Civil-rights groups celebrated the decision as a major victory. The American Civil Liberties Union, which helped challenge the order, said the ruling confirmed that a president cannot rewrite the Constitution through executive action. Democrats also praised the decision, arguing that it protected one of the country’s most basic legal guarantees.

Trump criticized the ruling and called on Congress to take up the issue. He suggested that lawmakers could pass legislation to narrow birthright citizenship, though any statutory change would almost certainly face immediate legal challenges because the court’s ruling is grounded in the Constitution.

Republicans who support ending or limiting birthright citizenship said the current system has been abused and argued that Congress should revisit the issue. Critics of that position say the Constitution is clear and that changing birthright citizenship would require a constitutional amendment, not a simple law.

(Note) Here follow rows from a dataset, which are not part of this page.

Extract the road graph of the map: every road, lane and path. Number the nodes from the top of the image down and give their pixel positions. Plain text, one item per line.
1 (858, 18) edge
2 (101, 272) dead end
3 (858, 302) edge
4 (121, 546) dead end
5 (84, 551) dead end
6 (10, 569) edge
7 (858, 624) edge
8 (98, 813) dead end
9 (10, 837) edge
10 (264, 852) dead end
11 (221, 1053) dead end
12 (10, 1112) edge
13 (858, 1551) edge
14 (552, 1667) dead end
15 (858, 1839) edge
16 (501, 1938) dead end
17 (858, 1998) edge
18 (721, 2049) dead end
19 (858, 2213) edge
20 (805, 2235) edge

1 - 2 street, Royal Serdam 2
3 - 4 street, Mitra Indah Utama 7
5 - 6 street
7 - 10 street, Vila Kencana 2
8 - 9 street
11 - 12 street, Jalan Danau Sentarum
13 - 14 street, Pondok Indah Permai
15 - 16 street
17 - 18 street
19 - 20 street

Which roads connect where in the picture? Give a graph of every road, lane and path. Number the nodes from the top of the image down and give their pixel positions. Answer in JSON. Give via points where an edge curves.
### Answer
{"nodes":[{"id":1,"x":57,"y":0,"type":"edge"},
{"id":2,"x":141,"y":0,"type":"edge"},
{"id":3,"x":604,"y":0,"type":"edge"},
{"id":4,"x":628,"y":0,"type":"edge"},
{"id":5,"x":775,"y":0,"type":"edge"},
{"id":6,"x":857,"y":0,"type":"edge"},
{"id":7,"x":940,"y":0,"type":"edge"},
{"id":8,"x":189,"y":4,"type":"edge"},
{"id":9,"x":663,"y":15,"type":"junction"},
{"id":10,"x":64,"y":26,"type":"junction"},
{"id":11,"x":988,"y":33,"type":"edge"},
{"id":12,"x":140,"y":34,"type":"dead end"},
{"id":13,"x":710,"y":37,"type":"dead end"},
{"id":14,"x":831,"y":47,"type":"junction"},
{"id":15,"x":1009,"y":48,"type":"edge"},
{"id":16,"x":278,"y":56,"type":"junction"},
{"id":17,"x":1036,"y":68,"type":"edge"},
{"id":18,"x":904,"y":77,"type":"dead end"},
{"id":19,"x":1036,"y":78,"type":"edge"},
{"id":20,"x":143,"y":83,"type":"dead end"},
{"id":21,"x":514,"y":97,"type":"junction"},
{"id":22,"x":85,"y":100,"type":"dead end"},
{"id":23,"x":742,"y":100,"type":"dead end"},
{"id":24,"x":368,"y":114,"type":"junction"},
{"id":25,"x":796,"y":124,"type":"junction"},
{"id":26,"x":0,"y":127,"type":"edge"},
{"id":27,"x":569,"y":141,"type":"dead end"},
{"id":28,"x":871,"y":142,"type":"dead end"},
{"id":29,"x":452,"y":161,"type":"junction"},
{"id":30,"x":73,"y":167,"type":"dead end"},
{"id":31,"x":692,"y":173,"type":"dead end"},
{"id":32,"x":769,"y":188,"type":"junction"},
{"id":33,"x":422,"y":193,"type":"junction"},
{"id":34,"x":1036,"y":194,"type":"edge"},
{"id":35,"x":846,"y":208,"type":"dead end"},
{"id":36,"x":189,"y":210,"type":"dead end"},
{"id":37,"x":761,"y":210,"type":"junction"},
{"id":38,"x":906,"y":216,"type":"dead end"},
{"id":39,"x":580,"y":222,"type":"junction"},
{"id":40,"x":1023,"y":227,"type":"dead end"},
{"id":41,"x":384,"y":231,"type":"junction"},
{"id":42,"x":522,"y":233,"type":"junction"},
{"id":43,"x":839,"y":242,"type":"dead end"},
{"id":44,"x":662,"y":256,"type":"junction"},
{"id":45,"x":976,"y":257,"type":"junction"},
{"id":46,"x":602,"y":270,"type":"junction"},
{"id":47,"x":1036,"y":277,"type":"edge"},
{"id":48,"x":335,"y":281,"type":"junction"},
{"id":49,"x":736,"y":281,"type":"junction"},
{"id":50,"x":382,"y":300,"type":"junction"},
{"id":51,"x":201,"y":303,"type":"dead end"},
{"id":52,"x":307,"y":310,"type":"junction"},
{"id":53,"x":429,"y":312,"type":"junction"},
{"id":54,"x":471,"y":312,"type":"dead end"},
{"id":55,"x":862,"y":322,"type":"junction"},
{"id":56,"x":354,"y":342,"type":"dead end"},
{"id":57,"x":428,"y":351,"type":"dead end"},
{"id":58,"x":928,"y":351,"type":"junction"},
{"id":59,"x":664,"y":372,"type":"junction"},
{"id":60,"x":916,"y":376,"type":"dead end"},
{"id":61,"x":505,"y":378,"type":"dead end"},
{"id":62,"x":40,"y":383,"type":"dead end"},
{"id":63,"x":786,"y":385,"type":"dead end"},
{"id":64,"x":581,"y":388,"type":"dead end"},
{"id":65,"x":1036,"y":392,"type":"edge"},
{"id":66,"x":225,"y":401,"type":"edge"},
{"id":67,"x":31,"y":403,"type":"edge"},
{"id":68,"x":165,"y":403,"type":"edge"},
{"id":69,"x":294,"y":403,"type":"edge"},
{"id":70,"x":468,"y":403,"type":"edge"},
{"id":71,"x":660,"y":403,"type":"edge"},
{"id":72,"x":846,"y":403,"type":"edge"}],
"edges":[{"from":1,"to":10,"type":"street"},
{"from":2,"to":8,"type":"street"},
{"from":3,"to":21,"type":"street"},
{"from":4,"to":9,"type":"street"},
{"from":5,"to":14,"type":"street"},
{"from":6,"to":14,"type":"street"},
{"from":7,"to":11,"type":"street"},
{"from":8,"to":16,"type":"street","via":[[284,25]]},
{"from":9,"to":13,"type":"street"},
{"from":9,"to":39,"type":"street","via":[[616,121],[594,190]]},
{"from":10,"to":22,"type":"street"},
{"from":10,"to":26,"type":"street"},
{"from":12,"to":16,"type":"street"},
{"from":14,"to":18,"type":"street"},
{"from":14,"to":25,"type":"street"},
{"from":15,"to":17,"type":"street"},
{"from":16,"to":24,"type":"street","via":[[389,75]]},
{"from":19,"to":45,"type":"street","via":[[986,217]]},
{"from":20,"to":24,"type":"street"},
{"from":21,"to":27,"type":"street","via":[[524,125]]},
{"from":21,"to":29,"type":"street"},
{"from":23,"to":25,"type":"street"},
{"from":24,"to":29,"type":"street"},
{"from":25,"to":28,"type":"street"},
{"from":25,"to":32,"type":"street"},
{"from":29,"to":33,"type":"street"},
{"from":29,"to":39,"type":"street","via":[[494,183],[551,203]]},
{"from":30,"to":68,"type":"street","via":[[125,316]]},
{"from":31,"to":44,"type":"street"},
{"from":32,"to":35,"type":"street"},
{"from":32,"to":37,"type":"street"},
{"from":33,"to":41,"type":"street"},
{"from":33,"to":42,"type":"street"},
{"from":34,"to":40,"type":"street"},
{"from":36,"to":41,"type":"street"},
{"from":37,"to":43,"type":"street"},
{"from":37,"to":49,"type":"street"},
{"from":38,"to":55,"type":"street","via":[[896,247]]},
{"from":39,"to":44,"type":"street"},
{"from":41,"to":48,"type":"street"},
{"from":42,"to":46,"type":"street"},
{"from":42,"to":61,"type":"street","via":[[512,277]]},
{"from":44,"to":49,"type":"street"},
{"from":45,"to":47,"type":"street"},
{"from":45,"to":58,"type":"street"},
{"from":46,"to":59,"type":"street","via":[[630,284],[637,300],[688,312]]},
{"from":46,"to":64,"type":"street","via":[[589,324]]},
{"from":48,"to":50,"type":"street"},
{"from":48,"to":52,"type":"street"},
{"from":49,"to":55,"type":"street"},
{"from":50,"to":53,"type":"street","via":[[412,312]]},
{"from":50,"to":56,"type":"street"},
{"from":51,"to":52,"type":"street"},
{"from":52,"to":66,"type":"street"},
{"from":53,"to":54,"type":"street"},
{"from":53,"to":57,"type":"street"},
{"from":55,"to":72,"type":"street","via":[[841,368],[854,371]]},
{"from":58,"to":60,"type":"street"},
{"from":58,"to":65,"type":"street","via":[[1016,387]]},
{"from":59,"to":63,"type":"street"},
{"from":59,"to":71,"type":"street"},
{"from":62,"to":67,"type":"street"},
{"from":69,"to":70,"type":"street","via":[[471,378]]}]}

For ordinary families, the decision provides clarity. Children born in the United States will continue to be recognized as U.S. citizens regardless of whether their parents are undocumented, temporary residents or noncitizens, with only narrow historical exceptions such as children of foreign diplomats.

The ruling also prevents major administrative disruption. Had Trump’s order taken effect, hospitals, states and federal agencies would have faced difficult questions about birth certificates, passports, Social Security numbers and eligibility for public services. Families could have been forced into legal battles over the status of newborn children.

The decision does not end the broader political fight over immigration. Trump and his allies are likely to keep pushing for stricter rules, while Democrats and civil-rights groups will frame the ruling as a defense of constitutional equality. The issue may now move to Congress, even if the path for changing the rule remains legally uncertain.

Some questions still remain about whether lawmakers will attempt a new statute, how far future administrations may try to test the ruling, and whether conservative legal groups will search for another case to reopen the debate. But for now, the Supreme Court has reaffirmed the core rule: nearly everyone born on U.S. soil is an American citizen.

Why It Matters

The ruling protects birthright citizenship for children born in the United States and blocks a major part of Trump’s immigration agenda. It affects immigrant families, state governments, hospitals, federal agencies and the broader constitutional debate over who belongs as an American citizen.

What Comes Next

Trump is likely to pressure Congress to pursue legislation targeting birthright citizenship, while civil-rights groups will prepare to challenge any new effort. The ruling also gives states and federal agencies clear guidance that citizenship by birth remains protected under the 14th Amendment.

Some conservative justices dissented from the ruling, arguing that the court’s interpretation of birthright citizenship should not stand.